> _REQUIRED ACTION_
The data below is to be retyped exactly, line by line.

BEGIN EXTRACTED MATERIAL

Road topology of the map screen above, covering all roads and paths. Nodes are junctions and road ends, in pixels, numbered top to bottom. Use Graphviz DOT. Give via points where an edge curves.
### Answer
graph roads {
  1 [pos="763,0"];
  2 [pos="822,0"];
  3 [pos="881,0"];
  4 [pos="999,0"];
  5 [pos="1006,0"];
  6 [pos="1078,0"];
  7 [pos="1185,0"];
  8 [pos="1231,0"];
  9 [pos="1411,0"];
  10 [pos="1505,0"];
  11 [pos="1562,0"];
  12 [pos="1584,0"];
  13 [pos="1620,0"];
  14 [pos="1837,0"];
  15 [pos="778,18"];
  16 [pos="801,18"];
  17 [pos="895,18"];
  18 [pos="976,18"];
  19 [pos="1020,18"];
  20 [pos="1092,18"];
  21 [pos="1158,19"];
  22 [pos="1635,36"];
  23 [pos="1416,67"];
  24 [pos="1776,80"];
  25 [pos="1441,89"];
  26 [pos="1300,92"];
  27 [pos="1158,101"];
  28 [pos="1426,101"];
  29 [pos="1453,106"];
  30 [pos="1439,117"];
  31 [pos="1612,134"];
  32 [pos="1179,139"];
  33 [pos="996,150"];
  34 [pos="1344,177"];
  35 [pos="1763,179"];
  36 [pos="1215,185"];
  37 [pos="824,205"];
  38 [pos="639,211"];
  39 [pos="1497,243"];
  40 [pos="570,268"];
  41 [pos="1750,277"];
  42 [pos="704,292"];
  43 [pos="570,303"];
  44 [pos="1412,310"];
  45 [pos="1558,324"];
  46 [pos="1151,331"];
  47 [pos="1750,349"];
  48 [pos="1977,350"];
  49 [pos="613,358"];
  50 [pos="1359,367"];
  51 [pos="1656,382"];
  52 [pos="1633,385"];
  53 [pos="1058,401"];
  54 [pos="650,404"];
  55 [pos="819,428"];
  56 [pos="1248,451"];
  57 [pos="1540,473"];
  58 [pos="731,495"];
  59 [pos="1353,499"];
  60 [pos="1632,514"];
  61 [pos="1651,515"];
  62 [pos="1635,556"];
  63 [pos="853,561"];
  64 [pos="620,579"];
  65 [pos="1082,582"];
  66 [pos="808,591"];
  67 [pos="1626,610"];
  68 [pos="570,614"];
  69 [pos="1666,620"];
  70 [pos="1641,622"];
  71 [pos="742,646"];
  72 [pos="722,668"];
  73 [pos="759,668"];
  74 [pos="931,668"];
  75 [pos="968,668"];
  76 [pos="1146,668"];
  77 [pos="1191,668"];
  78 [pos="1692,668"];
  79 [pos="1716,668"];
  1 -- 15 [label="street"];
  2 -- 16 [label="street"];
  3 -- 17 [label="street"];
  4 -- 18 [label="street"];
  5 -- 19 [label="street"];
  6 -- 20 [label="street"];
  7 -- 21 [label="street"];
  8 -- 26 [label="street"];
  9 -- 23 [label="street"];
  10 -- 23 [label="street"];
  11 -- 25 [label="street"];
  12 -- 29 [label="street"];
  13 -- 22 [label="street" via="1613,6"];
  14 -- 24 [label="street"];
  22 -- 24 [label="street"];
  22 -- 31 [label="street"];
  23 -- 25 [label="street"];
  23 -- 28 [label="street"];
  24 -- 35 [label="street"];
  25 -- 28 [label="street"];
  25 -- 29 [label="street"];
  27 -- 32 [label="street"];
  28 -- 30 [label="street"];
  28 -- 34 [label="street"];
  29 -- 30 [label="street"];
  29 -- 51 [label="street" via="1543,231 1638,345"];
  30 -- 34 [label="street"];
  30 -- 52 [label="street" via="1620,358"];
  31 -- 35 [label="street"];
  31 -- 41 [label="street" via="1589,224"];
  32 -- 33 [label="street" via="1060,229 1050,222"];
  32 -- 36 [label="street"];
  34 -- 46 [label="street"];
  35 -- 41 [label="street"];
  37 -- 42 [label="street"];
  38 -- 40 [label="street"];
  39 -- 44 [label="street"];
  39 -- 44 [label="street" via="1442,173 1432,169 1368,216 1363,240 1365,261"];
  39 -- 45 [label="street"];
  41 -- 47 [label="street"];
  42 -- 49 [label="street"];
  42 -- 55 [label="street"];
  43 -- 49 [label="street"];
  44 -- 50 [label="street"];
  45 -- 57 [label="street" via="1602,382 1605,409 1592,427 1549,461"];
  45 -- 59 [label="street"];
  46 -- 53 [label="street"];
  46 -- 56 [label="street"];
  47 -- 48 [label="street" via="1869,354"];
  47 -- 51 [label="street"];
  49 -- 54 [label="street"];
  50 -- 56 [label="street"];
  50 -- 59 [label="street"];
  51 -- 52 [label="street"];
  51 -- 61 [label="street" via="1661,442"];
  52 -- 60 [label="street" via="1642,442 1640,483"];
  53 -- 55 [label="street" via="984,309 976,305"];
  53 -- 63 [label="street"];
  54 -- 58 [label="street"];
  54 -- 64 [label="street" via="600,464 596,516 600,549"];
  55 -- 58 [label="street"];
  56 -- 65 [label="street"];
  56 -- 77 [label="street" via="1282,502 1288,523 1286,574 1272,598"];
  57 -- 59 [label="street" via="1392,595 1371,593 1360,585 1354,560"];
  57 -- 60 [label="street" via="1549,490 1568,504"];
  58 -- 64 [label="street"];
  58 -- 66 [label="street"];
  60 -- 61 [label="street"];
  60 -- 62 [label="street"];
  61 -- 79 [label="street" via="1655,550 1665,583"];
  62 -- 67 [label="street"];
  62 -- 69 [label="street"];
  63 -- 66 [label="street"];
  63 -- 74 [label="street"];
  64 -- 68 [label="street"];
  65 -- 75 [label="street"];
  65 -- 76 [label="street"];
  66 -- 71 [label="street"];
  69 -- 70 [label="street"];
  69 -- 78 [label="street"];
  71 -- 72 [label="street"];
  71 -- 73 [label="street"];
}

END EXTRACTED MATERIAL

> _OUTPUT BELOW_
Road topology of the map screen above, covering all roads and paths. Nodes are junctions and road ends, in pixels, numbered top to bottom. Use Graphviz DOT. Give via points where an edge curves.
### Answer
graph roads {
  1 [pos="763,0"];
  2 [pos="822,0"];
  3 [pos="881,0"];
  4 [pos="999,0"];
  5 [pos="1006,0"];
  6 [pos="1078,0"];
  7 [pos="1185,0"];
  8 [pos="1231,0"];
  9 [pos="1411,0"];
  10 [pos="1505,0"];
  11 [pos="1562,0"];
  12 [pos="1584,0"];
  13 [pos="1620,0"];
  14 [pos="1837,0"];
  15 [pos="778,18"];
  16 [pos="801,18"];
  17 [pos="895,18"];
  18 [pos="976,18"];
  19 [pos="1020,18"];
  20 [pos="1092,18"];
  21 [pos="1158,19"];
  22 [pos="1635,36"];
  23 [pos="1416,67"];
  24 [pos="1776,80"];
  25 [pos="1441,89"];
  26 [pos="1300,92"];
  27 [pos="1158,101"];
  28 [pos="1426,101"];
  29 [pos="1453,106"];
  30 [pos="1439,117"];
  31 [pos="1612,134"];
  32 [pos="1179,139"];
  33 [pos="996,150"];
  34 [pos="1344,177"];
  35 [pos="1763,179"];
  36 [pos="1215,185"];
  37 [pos="824,205"];
  38 [pos="639,211"];
  39 [pos="1497,243"];
  40 [pos="570,268"];
  41 [pos="1750,277"];
  42 [pos="704,292"];
  43 [pos="570,303"];
  44 [pos="1412,310"];
  45 [pos="1558,324"];
  46 [pos="1151,331"];
  47 [pos="1750,349"];
  48 [pos="1977,350"];
  49 [pos="613,358"];
  50 [pos="1359,367"];
  51 [pos="1656,382"];
  52 [pos="1633,385"];
  53 [pos="1058,401"];
  54 [pos="650,404"];
  55 [pos="819,428"];
  56 [pos="1248,451"];
  57 [pos="1540,473"];
  58 [pos="731,495"];
  59 [pos="1353,499"];
  60 [pos="1632,514"];
  61 [pos="1651,515"];
  62 [pos="1635,556"];
  63 [pos="853,561"];
  64 [pos="620,579"];
  65 [pos="1082,582"];
  66 [pos="808,591"];
  67 [pos="1626,610"];
  68 [pos="570,614"];
  69 [pos="1666,620"];
  70 [pos="1641,622"];
  71 [pos="742,646"];
  72 [pos="722,668"];
  73 [pos="759,668"];
  74 [pos="931,668"];
  75 [pos="968,668"];
  76 [pos="1146,668"];
  77 [pos="1191,668"];
  78 [pos="1692,668"];
  79 [pos="1716,668"];
  1 -- 15 [label="street"];
  2 -- 16 [label="street"];
  3 -- 17 [label="street"];
  4 -- 18 [label="street"];
  5 -- 19 [label="street"];
  6 -- 20 [label="street"];
  7 -- 21 [label="street"];
  8 -- 26 [label="street"];
  9 -- 23 [label="street"];
  10 -- 23 [label="street"];
  11 -- 25 [label="street"];
  12 -- 29 [label="street"];
  13 -- 22 [label="street" via="1613,6"];
  14 -- 24 [label="street"];
  22 -- 24 [label="street"];
  22 -- 31 [label="street"];
  23 -- 25 [label="street"];
  23 -- 28 [label="street"];
  24 -- 35 [label="street"];
  25 -- 28 [label="street"];
  25 -- 29 [label="street"];
  27 -- 32 [label="street"];
  28 -- 30 [label="street"];
  28 -- 34 [label="street"];
  29 -- 30 [label="street"];
  29 -- 51 [label="street" via="1543,231 1638,345"];
  30 -- 34 [label="street"];
  30 -- 52 [label="street" via="1620,358"];
  31 -- 35 [label="street"];
  31 -- 41 [label="street" via="1589,224"];
  32 -- 33 [label="street" via="1060,229 1050,222"];
  32 -- 36 [label="street"];
  34 -- 46 [label="street"];
  35 -- 41 [label="street"];
  37 -- 42 [label="street"];
  38 -- 40 [label="street"];
  39 -- 44 [label="street"];
  39 -- 44 [label="street" via="1442,173 1432,169 1368,216 1363,240 1365,261"];
  39 -- 45 [label="street"];
  41 -- 47 [label="street"];
  42 -- 49 [label="street"];
  42 -- 55 [label="street"];
  43 -- 49 [label="street"];
  44 -- 50 [label="street"];
  45 -- 57 [label="street" via="1602,382 1605,409 1592,427 1549,461"];
  45 -- 59 [label="street"];
  46 -- 53 [label="street"];
  46 -- 56 [label="street"];
  47 -- 48 [label="street" via="1869,354"];
  47 -- 51 [label="street"];
  49 -- 54 [label="street"];
  50 -- 56 [label="street"];
  50 -- 59 [label="street"];
  51 -- 52 [label="street"];
  51 -- 61 [label="street" via="1661,442"];
  52 -- 60 [label="street" via="1642,442 1640,483"];
  53 -- 55 [label="street" via="984,309 976,305"];
  53 -- 63 [label="street"];
  54 -- 58 [label="street"];
  54 -- 64 [label="street" via="600,464 596,516 600,549"];
  55 -- 58 [label="street"];
  56 -- 65 [label="street"];
  56 -- 77 [label="street" via="1282,502 1288,523 1286,574 1272,598"];
  57 -- 59 [label="street" via="1392,595 1371,593 1360,585 1354,560"];
  57 -- 60 [label="street" via="1549,490 1568,504"];
  58 -- 64 [label="street"];
  58 -- 66 [label="street"];
  60 -- 61 [label="street"];
  60 -- 62 [label="street"];
  61 -- 79 [label="street" via="1655,550 1665,583"];
  62 -- 67 [label="street"];
  62 -- 69 [label="street"];
  63 -- 66 [label="street"];
  63 -- 74 [label="street"];
  64 -- 68 [label="street"];
  65 -- 75 [label="street"];
  65 -- 76 [label="street"];
  66 -- 71 [label="street"];
  69 -- 70 [label="street"];
  69 -- 78 [label="street"];
  71 -- 72 [label="street"];
  71 -- 73 [label="street"];
}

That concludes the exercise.